L'orée de la forêt de Grézac, à l'endroit où la rivière l'Infidèle dessine un coude serré. Juste là, où les pins, houx et bouleaux se collent aux flancs puis disparaissent dans les ténèbres. Des lumières perçaient la nuit. Artificielles, elles concurrençaient les étoiles. Dans la demeure de la famille Polic, l'horloge de l'arrière-grand-mère avait sonné ses dix coups, mais les festivités ne s'essoufflaient pas. La maison rayonnait sous les lueurs jaunes, roses et vertes de ses lampions, et les ornements que seul un enfant de six ans admirait encore comme il l'aurait fait des plus belles tentures. Et elle chantait, la maison chantait au rythme d'un trente-trois tours flambant neuf la joie que l'anniversaire du fils de famille procurait.

Je me rappelle l'enchevêtrement des notes de musiques. Un joyeux vacarme. Joyeux bordel. La discordance de cette symphonie de bal musette, comme si chaque accord jeté l'un à la suite de l'autre n'avait eu d'autre but que de dominer la mélodie. Je me rappelle, sous cette cacophonie, le grincement du rocking-chair sur lequel Grap' trépignait et, par les petits cris typiques du sinoque qu'il était, s'enjouait de la fête, plus que moi. Bien plus aussi que Mam', affairée sur son canevas à broder d'un fil rouge sang quelque pensée puritaine qui avait le don de faire rouler au plafond les yeux de mon père.
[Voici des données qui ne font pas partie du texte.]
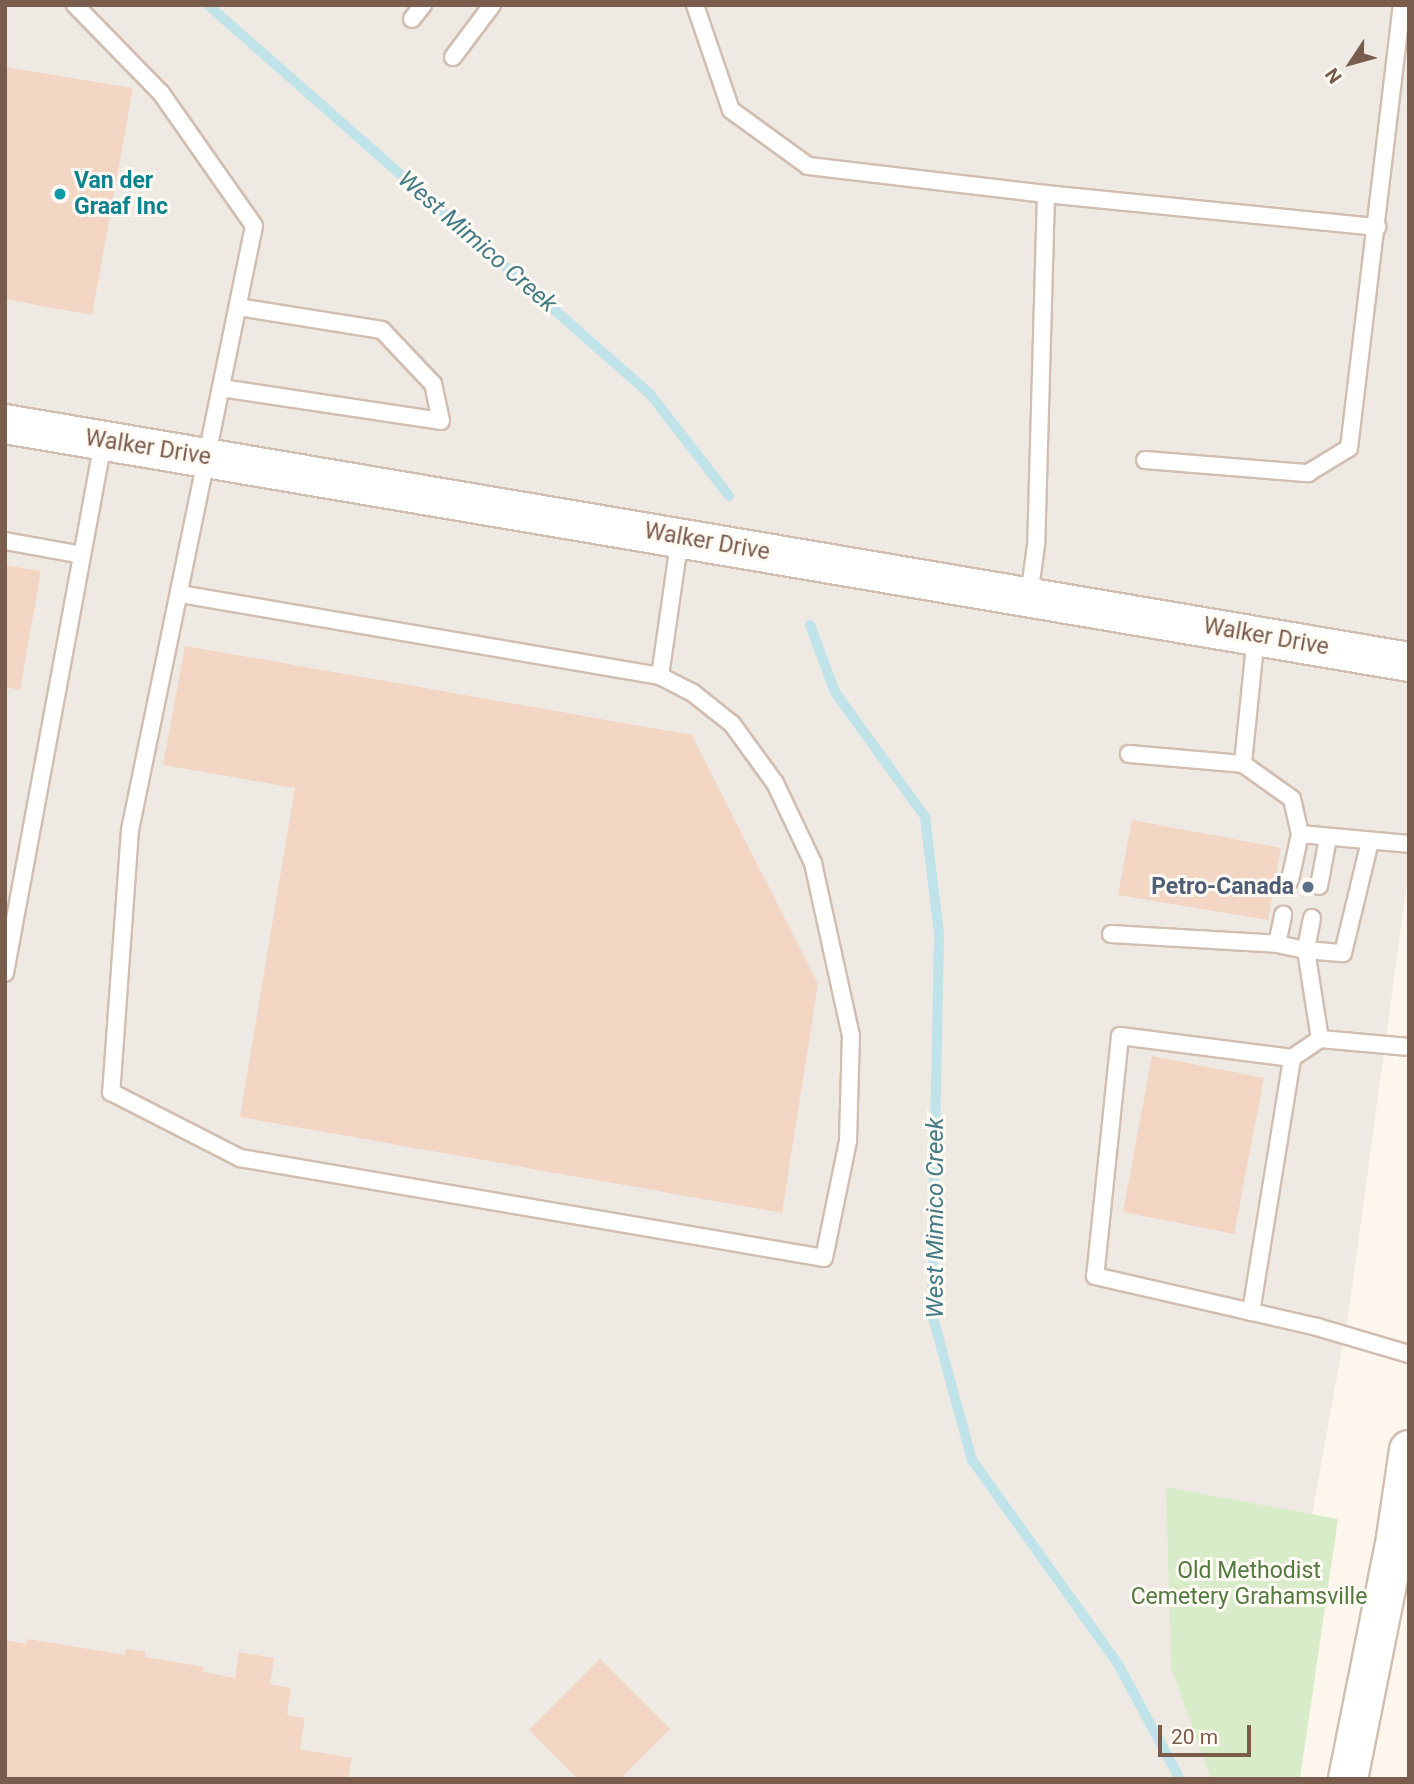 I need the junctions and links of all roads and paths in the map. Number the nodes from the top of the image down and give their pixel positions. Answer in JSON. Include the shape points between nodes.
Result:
{"nodes":[{"id":1,"x":75,"y":5,"type":"edge"},
{"id":2,"x":423,"y":5,"type":"edge"},
{"id":3,"x":492,"y":5,"type":"edge"},
{"id":4,"x":695,"y":5,"type":"edge"},
{"id":5,"x":1402,"y":5,"type":"edge"},
{"id":6,"x":412,"y":19,"type":"dead end"},
{"id":7,"x":453,"y":57,"type":"dead end"},
{"id":8,"x":1046,"y":194,"type":"junction"},
{"id":9,"x":1377,"y":227,"type":"junction"},
{"id":10,"x":239,"y":307,"type":"junction"},
{"id":11,"x":221,"y":387,"type":"junction"},
{"id":12,"x":5,"y":424,"type":"edge"},
{"id":13,"x":103,"y":442,"type":"junction"},
{"id":14,"x":209,"y":457,"type":"junction"},
{"id":15,"x":1145,"y":460,"type":"dead end"},
{"id":16,"x":680,"y":537,"type":"junction"},
{"id":17,"x":5,"y":541,"type":"edge"},
{"id":18,"x":82,"y":555,"type":"junction"},
{"id":19,"x":180,"y":594,"type":"junction"},
{"id":20,"x":1030,"y":597,"type":"junction"},
{"id":21,"x":1256,"y":635,"type":"junction"},
{"id":22,"x":1409,"y":662,"type":"edge"},
{"id":23,"x":660,"y":676,"type":"junction"},
{"id":24,"x":1129,"y":754,"type":"dead end"},
{"id":25,"x":1243,"y":764,"type":"junction"},
{"id":26,"x":1300,"y":834,"type":"junction"},
{"id":27,"x":1328,"y":838,"type":"junction"},
{"id":28,"x":1370,"y":841,"type":"junction"},
{"id":29,"x":1409,"y":844,"type":"edge"},
{"id":30,"x":1290,"y":880,"type":"dead end"},
{"id":31,"x":1319,"y":886,"type":"dead end"},
{"id":32,"x":1283,"y":915,"type":"dead end"},
{"id":33,"x":1312,"y":918,"type":"dead end"},
{"id":34,"x":1111,"y":934,"type":"dead end"},
{"id":35,"x":1276,"y":944,"type":"junction"},
{"id":36,"x":1306,"y":950,"type":"junction"},
{"id":37,"x":5,"y":973,"type":"edge"},
{"id":38,"x":1320,"y":1039,"type":"junction"},
{"id":39,"x":1409,"y":1047,"type":"edge"},
{"id":40,"x":1292,"y":1058,"type":"junction"},
{"id":41,"x":1251,"y":1312,"type":"junction"},
{"id":42,"x":1409,"y":1354,"type":"edge"},
{"id":43,"x":1409,"y":1450,"type":"edge"},
{"id":44,"x":1348,"y":1779,"type":"edge"}],
"edges":[{"from":1,"to":10,"type":"lane","via":[[161,93],[254,226]]},
{"from":2,"to":6,"type":"lane"},
{"from":3,"to":7,"type":"lane"},
{"from":4,"to":8,"type":"lane","via":[[732,110],[808,166]]},
{"from":5,"to":9,"type":"lane"},
{"from":8,"to":9,"type":"lane"},
{"from":8,"to":20,"type":"lane","via":[[1036,545]]},
{"from":9,"to":15,"type":"lane","via":[[1349,448],[1308,473]]},
{"from":10,"to":11,"type":"lane"},
{"from":10,"to":11,"type":"lane","via":[[382,330],[433,384],[440,421]]},
{"from":11,"to":14,"type":"lane"},
{"from":12,"to":13,"type":"street","name":"Walker Drive"},
{"from":13,"to":14,"type":"street","name":"Walker Drive"},
{"from":13,"to":18,"type":"lane"},
{"from":14,"to":16,"type":"street","name":"Walker Drive"},
{"from":14,"to":19,"type":"lane"},
{"from":16,"to":20,"type":"street","name":"Walker Drive"},
{"from":16,"to":23,"type":"lane"},
{"from":17,"to":18,"type":"lane"},
{"from":18,"to":37,"type":"lane"},
{"from":19,"to":23,"type":"lane"},
{"from":19,"to":23,"type":"lane","via":[[130,830],[111,1092],[240,1158],[824,1258],[848,1141],[851,1037],[813,863],[775,783],[733,724],[693,693]]},
{"from":20,"to":21,"type":"street","name":"Walker Drive"},
{"from":21,"to":22,"type":"street","name":"Walker Drive"},
{"from":21,"to":25,"type":"lane"},
{"from":24,"to":25,"type":"lane"},
{"from":25,"to":26,"type":"lane","via":[[1292,799]]},
{"from":26,"to":27,"type":"lane"},
{"from":26,"to":30,"type":"lane"},
{"from":27,"to":28,"type":"lane"},
{"from":27,"to":31,"type":"lane"},
{"from":28,"to":29,"type":"lane"},
{"from":28,"to":36,"type":"lane","via":[[1343,953]]},
{"from":32,"to":35,"type":"lane"},
{"from":33,"to":36,"type":"lane"},
{"from":34,"to":35,"type":"lane"},
{"from":35,"to":36,"type":"lane"},
{"from":36,"to":38,"type":"lane"},
{"from":38,"to":39,"type":"lane"},
{"from":38,"to":40,"type":"lane"},
{"from":40,"to":41,"type":"lane"},
{"from":40,"to":41,"type":"lane","via":[[1121,1036],[1095,1276]]},
{"from":41,"to":42,"type":"lane"},
{"from":43,"to":44,"type":"street"}]} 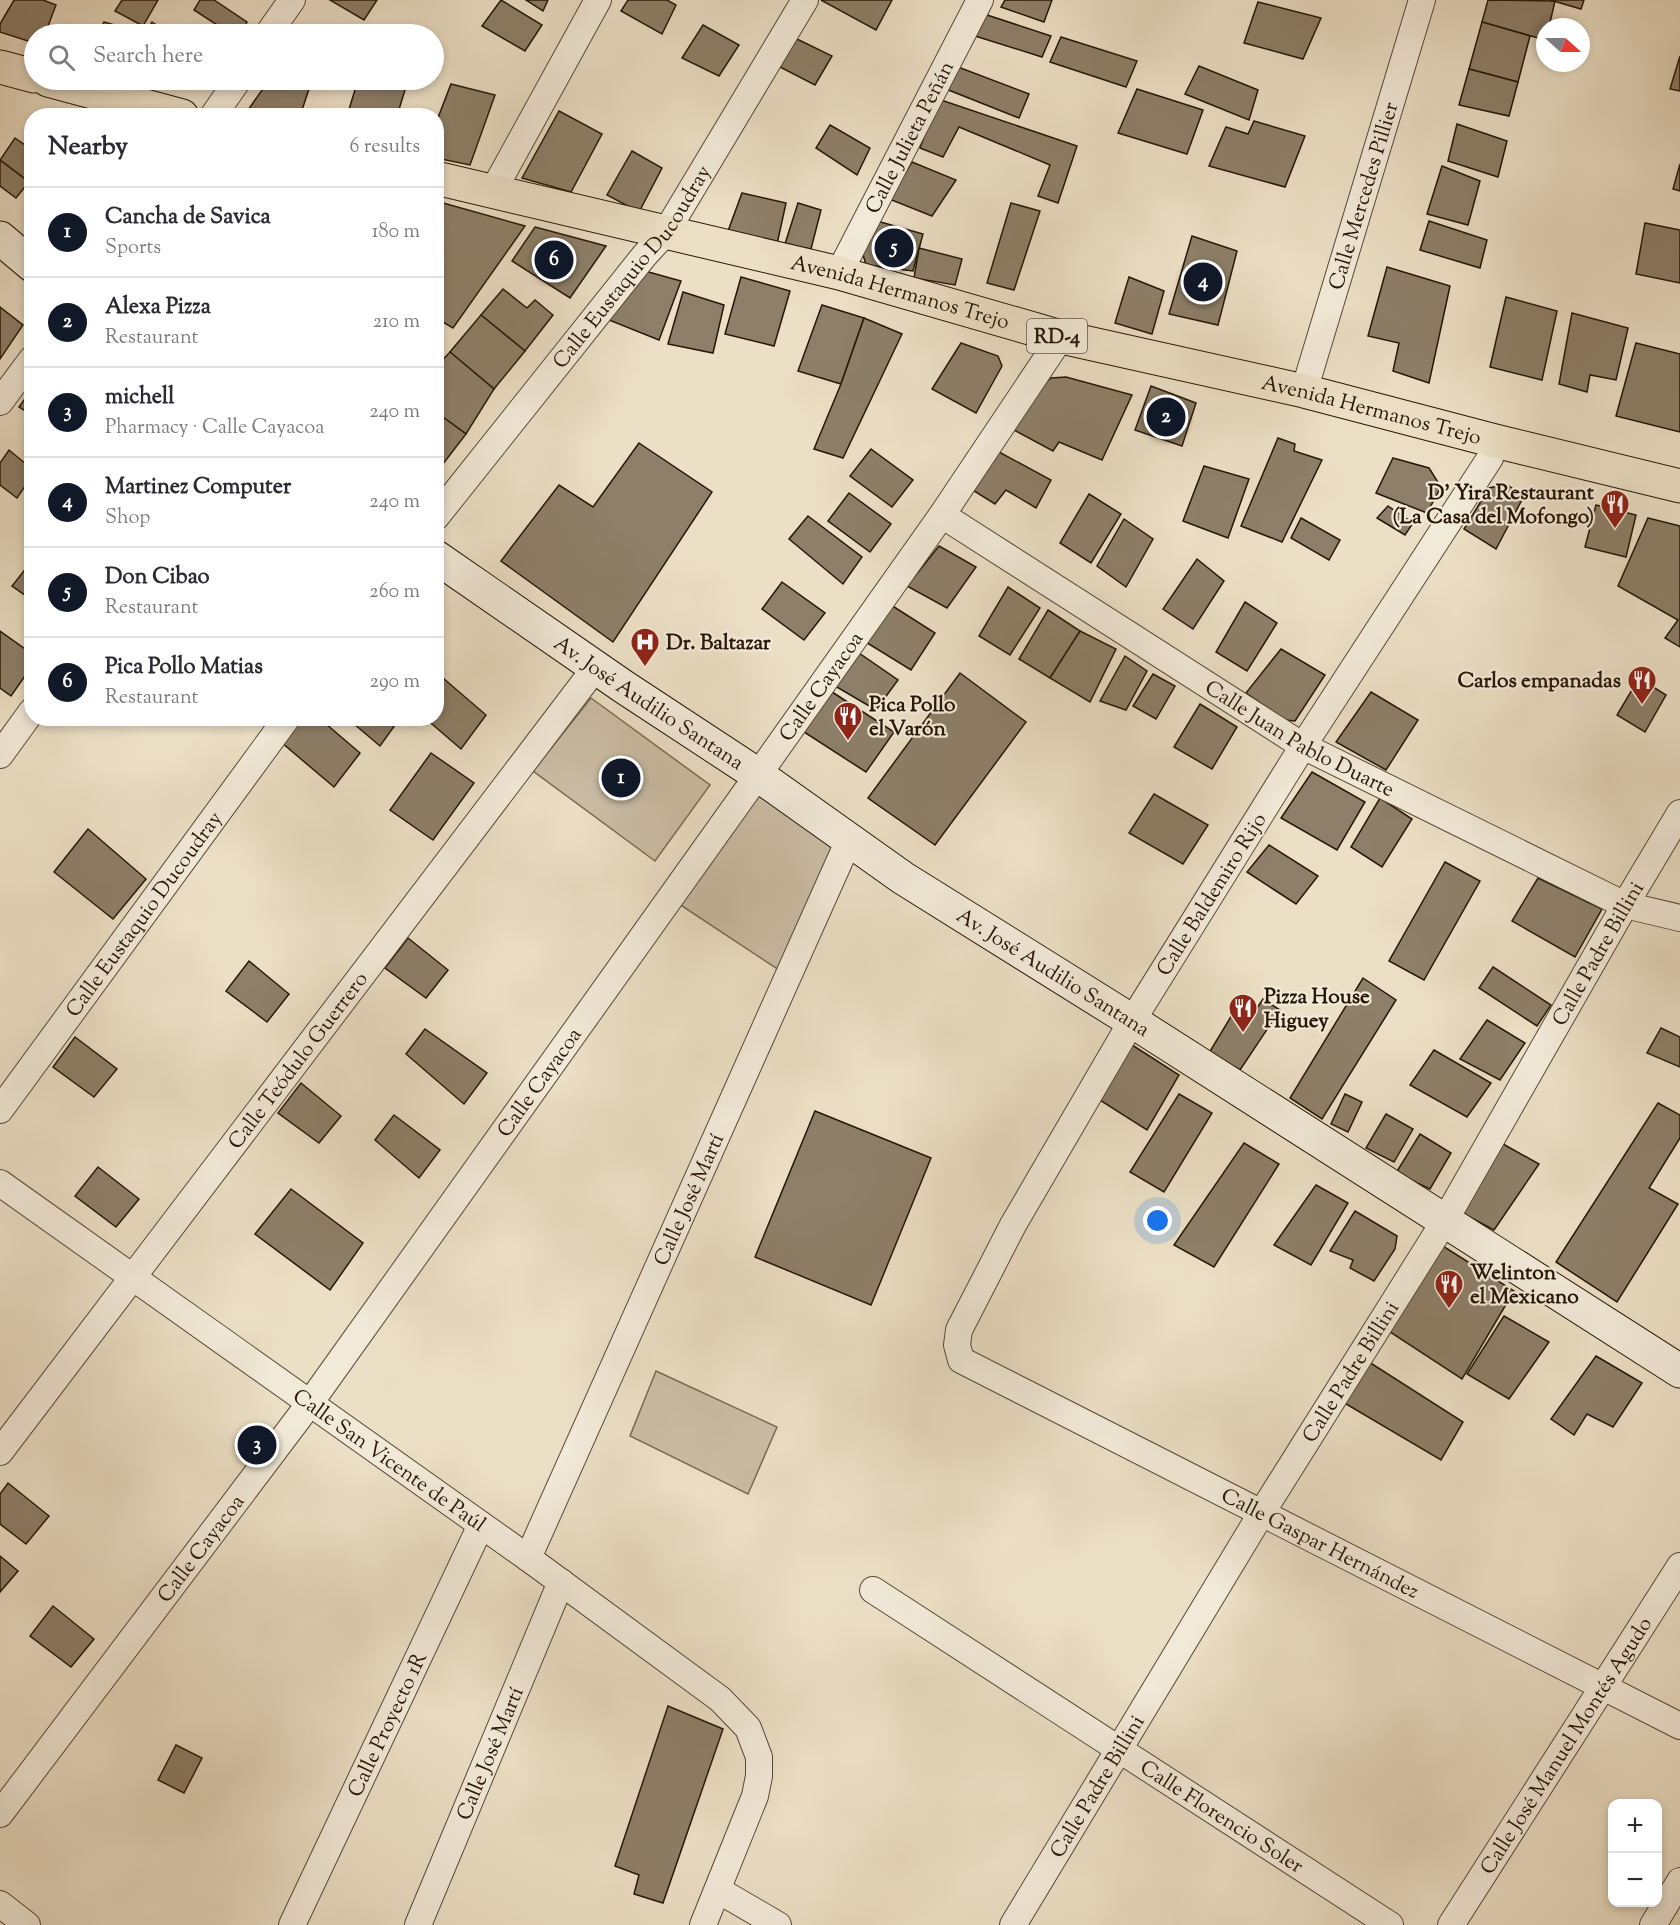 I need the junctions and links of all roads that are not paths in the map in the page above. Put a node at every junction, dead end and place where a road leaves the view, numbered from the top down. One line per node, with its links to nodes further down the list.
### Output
1 (598, 0): 14 (street)
2 (805, 0): 15 (street, Calle Eustaquio Ducoudray)
3 (980, 0): 18 (street, Calle Julieta Peñán)
4 (1422, 0): 21 (street, Calle Mercedes Pillier)
5 (285, 2): 6 (street)
6 (273, 24)
7 (0, 67): 8 (main road)
8 (24, 73)
9 (85, 90): 11 (main road)
10 (231, 90): 12 (street)
11 (152, 108)
12 (219, 108)
13 (444, 179): 14 (main road, Avenida Hermanos Trejo / RD-4)
14 (493, 191): 15 (main road, Avenida Hermanos Trejo / RD-4)
15 (666, 232): 18 (main road, Avenida Hermanos Trejo / RD-4); 25 (street, Calle Eustaquio Ducoudray)
16 (0, 238): 17 (main road)
17 (24, 258)
18 (839, 273): 19 (main road, Avenida Hermanos Trejo / RD-4)
19 (1061, 337): 21 (main road, Avenida Hermanos Trejo / RD-4); 26 (street, Calle Cayacoa)
20 (24, 370): 22 (street)
21 (1304, 391): 23 (main road, Avenida Hermanos Trejo / RD-4)
22 (0, 402)
23 (1495, 441): 24 (main road, Avenida Hermanos Trejo / RD-4); 31 (street, Calle Baldemiro Rijo)
24 (1680, 486)
25 (444, 507)
26 (942, 515): 31 (street, Calle Juan Pablo Duarte); 33 (street, Calle Cayacoa)
27 (444, 563): 28 (main road, Av. José Audilio Santana)
28 (596, 668): 33 (main road, Av. José Audilio Santana); 42 (street, Calle Teódulo Guerrero)
29 (24, 722): 32 (street)
30 (281, 726): 39 (street, Calle Eustaquio Ducoudray)
31 (1303, 746): 36 (street, Calle Juan Pablo Duarte); 38 (street, Calle Baldemiro Rijo)
32 (0, 755)
33 (758, 775): 35 (main road, Av. José Audilio Santana); 45 (street, Calle Cayacoa)
34 (1680, 813): 36 (street, Calle Padre Billini)
35 (849, 840): 38 (main road, Av. José Audilio Santana); 49 (street, Calle José Martí)
36 (1625, 905): 37 (street, Calle Juan Pablo Duarte); 41 (street, Calle Padre Billini)
37 (1680, 918)
38 (1132, 1022): 41 (main road, Av. José Audilio Santana); 43 (street, Calle Baldemiro Rijo)
39 (0, 1110)
40 (0, 1183): 42 (street, Calle San Vicente de Paúl)
41 (1444, 1222): 44 (main road, Av. José Audilio Santana); 47 (street, Calle Padre Billini)
42 (133, 1277): 45 (street, Calle San Vicente de Paúl); 46 (street, Calle Teódulo Guerrero)
43 (961, 1360): 47 (street, Calle Gaspar Hernández)
44 (1680, 1371)
45 (310, 1403): 48 (street, Calle San Vicente de Paúl); 56 (street, Calle Cayacoa)
46 (0, 1452)
47 (1261, 1514): 53 (street, Calle Gaspar Hernández); 55 (street, Calle Padre Billini)
48 (481, 1525): 49 (street, Calle San Vicente de Paúl); 61 (street, Calle Proyecto 1R)
49 (528, 1557): 51 (street, Calle San Vicente de Paúl)
50 (1680, 1566): 53 (street, Calle José Manuel Montés Agudo)
51 (561, 1582): 58 (street, Calle San Vicente de Paúl); 62 (street, Calle José Martí)
52 (873, 1590): 55 (street, Calle Florencio Soler)
53 (1604, 1686): 54 (street, Calle Gaspar Hernández); 67 (street, Calle José Manuel Montés Agudo)
54 (1680, 1726)
55 (1119, 1748): 65 (street, Calle Padre Billini); 66 (street, Calle Florencio Soler)
56 (0, 1814)
57 (1680, 1881): 68 (street)
58 (718, 1890): 63 (street); 64 (street)
59 (0, 1904): 60 (street)
60 (27, 1925)
61 (292, 1925)
62 (418, 1925)
63 (703, 1925)
64 (778, 1925)
65 (1013, 1925)
66 (1390, 1925)
67 (1451, 1925)
68 (1653, 1925)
Je me rappelle mon père. Pap', qui semblait là sans l'être, la figure derrière les pages gigantesques de son journal. Perdu dans les actualités du village ou feignant de l'être, en vue de gagner des secondes de paix hors de ces agitations. Il n'avait jamais eu l'intention d'y prendre part, de toute façon. Pap' était comme ça. Toujours à désirer l'isolement, mais ne le méritait-il pas ? Des journées, sinon des années, passées la peur au ventre dans les locaux de la gendarmerie girondine, ça vous rembrunit un homme. Il avait plus peur dedans que dehors. C'était un travail de longue haleine, difficile pour n'importe qui. Encore plus pour lui, l'étranger qui ne s'était jamais réellement intégré, malgré sa récente admission au Service Civique par le Peuple Français. L'association politique avait beau avoir vu en lui un concitoyen digne de défendre les valeurs du régime gaulliste, ça ne suffisait pas aux autres (rien ne leur suffisait jamais). Les autres : ses compagnons, qui ne partageaient pas l'engouement des dirigeants. Ils avaient leur raison, et celle-ci était bien connue des Polic. Leur raison et leurs secrets. En dépit de la renommée du SCPF, une inquiétante partie de ses membres avaient bon nombre de méfaits à préserver des oreilles de ce militaire lituanien trop curieux. Et trop droit.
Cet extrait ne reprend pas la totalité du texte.